EXTRACTED DATA:
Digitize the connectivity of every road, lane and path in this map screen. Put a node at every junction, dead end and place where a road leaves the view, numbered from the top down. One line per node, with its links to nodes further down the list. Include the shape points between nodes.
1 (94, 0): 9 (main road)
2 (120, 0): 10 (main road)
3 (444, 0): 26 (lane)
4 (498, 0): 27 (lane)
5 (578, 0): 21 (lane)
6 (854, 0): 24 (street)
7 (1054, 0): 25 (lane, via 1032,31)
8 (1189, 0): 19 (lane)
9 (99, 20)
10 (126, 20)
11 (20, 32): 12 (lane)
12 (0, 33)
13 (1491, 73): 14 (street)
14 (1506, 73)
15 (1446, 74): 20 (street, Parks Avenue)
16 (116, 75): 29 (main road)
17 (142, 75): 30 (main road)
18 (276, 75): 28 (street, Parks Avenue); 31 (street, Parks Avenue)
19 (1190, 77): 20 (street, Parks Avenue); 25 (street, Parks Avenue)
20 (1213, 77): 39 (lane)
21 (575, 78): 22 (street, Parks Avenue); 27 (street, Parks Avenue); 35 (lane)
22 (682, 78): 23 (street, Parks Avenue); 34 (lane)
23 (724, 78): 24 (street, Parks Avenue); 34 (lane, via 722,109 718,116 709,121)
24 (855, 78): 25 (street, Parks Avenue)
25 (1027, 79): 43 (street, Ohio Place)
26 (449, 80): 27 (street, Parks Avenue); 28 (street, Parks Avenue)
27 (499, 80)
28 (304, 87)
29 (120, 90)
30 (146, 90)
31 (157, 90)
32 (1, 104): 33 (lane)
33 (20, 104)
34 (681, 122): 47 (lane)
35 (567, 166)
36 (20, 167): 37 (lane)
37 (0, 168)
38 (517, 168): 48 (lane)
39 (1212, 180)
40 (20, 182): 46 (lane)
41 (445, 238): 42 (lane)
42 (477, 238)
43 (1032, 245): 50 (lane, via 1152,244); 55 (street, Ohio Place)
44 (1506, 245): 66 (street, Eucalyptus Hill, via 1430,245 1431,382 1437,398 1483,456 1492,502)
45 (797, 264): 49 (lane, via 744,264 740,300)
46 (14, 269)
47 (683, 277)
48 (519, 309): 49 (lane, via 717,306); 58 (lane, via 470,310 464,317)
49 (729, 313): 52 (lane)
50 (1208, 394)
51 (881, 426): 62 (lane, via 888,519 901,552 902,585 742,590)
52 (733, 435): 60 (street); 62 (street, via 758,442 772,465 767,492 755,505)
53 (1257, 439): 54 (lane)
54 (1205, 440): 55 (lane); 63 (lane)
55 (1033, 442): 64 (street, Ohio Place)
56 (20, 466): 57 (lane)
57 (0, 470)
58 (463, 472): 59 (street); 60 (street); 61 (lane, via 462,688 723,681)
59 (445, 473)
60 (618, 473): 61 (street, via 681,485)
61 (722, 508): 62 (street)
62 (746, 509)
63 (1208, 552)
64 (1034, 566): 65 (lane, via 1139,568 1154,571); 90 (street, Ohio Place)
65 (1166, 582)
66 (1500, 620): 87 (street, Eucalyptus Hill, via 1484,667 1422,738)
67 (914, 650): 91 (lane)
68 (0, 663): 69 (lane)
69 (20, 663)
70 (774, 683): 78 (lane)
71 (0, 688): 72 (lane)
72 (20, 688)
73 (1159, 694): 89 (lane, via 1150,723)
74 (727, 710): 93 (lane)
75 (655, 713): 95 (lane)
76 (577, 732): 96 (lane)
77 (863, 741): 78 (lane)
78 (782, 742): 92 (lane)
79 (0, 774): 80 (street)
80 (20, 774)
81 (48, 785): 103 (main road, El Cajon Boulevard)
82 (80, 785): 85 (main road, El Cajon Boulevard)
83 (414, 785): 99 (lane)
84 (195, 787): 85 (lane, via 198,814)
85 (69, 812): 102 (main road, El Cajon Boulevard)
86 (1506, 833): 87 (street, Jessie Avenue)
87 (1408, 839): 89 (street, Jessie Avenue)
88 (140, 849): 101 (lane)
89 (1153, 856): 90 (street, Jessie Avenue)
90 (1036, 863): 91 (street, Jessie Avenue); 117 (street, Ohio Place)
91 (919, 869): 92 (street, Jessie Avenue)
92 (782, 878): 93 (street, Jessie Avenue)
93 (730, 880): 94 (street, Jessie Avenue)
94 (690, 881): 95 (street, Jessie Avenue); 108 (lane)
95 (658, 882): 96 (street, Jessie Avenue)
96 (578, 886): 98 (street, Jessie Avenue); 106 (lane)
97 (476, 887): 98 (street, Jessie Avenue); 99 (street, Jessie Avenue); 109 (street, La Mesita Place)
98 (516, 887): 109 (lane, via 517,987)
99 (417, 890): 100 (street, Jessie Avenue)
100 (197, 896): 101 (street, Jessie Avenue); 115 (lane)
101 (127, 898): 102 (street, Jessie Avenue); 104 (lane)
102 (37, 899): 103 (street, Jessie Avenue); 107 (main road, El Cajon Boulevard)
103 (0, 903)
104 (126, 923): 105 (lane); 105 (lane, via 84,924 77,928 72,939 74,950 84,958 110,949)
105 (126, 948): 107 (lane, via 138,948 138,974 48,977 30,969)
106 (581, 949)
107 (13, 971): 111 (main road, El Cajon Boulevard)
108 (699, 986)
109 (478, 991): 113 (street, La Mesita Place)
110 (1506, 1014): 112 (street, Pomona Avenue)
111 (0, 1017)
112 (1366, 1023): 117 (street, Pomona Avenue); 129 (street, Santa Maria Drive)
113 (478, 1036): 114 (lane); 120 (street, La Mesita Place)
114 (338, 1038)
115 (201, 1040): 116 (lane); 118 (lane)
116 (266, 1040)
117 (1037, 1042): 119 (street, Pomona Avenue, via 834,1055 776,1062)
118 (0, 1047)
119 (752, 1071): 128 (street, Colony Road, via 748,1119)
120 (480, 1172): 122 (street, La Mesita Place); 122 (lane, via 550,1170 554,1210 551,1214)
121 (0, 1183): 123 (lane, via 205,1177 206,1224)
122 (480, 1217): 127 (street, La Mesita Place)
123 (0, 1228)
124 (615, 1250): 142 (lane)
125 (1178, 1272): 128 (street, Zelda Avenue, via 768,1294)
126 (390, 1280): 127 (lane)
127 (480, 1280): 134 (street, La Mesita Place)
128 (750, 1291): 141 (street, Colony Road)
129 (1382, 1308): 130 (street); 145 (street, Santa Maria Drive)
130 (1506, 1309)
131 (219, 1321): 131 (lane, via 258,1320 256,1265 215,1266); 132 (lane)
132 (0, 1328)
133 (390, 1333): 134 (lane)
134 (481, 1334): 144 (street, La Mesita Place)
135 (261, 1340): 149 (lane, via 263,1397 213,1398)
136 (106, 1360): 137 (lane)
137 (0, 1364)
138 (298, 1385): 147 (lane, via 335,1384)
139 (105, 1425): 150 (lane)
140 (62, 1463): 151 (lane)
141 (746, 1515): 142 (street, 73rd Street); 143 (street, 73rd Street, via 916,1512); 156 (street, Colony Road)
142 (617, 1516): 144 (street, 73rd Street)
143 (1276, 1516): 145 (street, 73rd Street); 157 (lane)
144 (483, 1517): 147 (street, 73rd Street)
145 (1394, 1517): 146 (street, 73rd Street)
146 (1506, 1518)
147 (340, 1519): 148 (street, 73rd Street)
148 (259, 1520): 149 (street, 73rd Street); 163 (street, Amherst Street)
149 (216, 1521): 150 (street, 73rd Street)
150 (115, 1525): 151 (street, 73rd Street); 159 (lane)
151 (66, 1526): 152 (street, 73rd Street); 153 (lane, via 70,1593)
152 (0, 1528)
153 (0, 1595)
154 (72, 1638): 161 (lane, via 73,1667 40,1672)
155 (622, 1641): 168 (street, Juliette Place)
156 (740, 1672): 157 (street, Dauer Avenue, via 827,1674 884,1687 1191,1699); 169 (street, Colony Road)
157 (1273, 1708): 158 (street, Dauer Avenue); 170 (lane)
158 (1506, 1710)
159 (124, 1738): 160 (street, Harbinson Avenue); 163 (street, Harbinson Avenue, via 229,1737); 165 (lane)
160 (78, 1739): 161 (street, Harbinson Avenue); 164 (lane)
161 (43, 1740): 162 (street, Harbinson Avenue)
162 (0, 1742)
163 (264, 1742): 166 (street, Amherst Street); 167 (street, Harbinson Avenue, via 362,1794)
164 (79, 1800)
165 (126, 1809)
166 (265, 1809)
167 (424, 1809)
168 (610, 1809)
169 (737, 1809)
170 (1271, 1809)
==
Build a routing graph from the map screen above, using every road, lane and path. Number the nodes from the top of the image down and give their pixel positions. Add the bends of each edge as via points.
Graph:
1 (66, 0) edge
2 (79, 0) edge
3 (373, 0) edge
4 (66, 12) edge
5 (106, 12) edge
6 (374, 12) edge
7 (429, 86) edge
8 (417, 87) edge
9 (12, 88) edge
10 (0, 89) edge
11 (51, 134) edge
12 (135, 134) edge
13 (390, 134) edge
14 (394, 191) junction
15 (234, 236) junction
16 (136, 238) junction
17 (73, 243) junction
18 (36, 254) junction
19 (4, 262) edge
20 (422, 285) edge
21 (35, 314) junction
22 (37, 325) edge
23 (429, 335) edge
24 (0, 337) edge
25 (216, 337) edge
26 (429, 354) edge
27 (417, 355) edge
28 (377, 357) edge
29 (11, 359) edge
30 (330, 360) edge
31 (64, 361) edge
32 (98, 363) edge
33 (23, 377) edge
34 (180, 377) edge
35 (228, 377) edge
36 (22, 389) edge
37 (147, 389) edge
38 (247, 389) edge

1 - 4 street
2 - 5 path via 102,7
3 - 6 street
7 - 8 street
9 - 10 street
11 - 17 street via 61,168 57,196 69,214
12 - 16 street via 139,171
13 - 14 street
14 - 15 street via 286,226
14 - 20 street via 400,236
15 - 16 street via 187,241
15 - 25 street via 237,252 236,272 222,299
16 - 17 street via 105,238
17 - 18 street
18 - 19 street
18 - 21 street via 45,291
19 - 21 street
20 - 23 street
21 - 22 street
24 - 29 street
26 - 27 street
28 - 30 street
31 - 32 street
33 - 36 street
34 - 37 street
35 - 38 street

PROBLEM REQUIREMENTS: Find and copy each line in the material above where the string "Pomona" occurs.

TASK OUTPUT:
110 (1506, 1014): 112 (street, Pomona Avenue)
112 (1366, 1023): 117 (street, Pomona Avenue); 129 (street, Santa Maria Drive)
117 (1037, 1042): 119 (street, Pomona Avenue, via 834,1055 776,1062)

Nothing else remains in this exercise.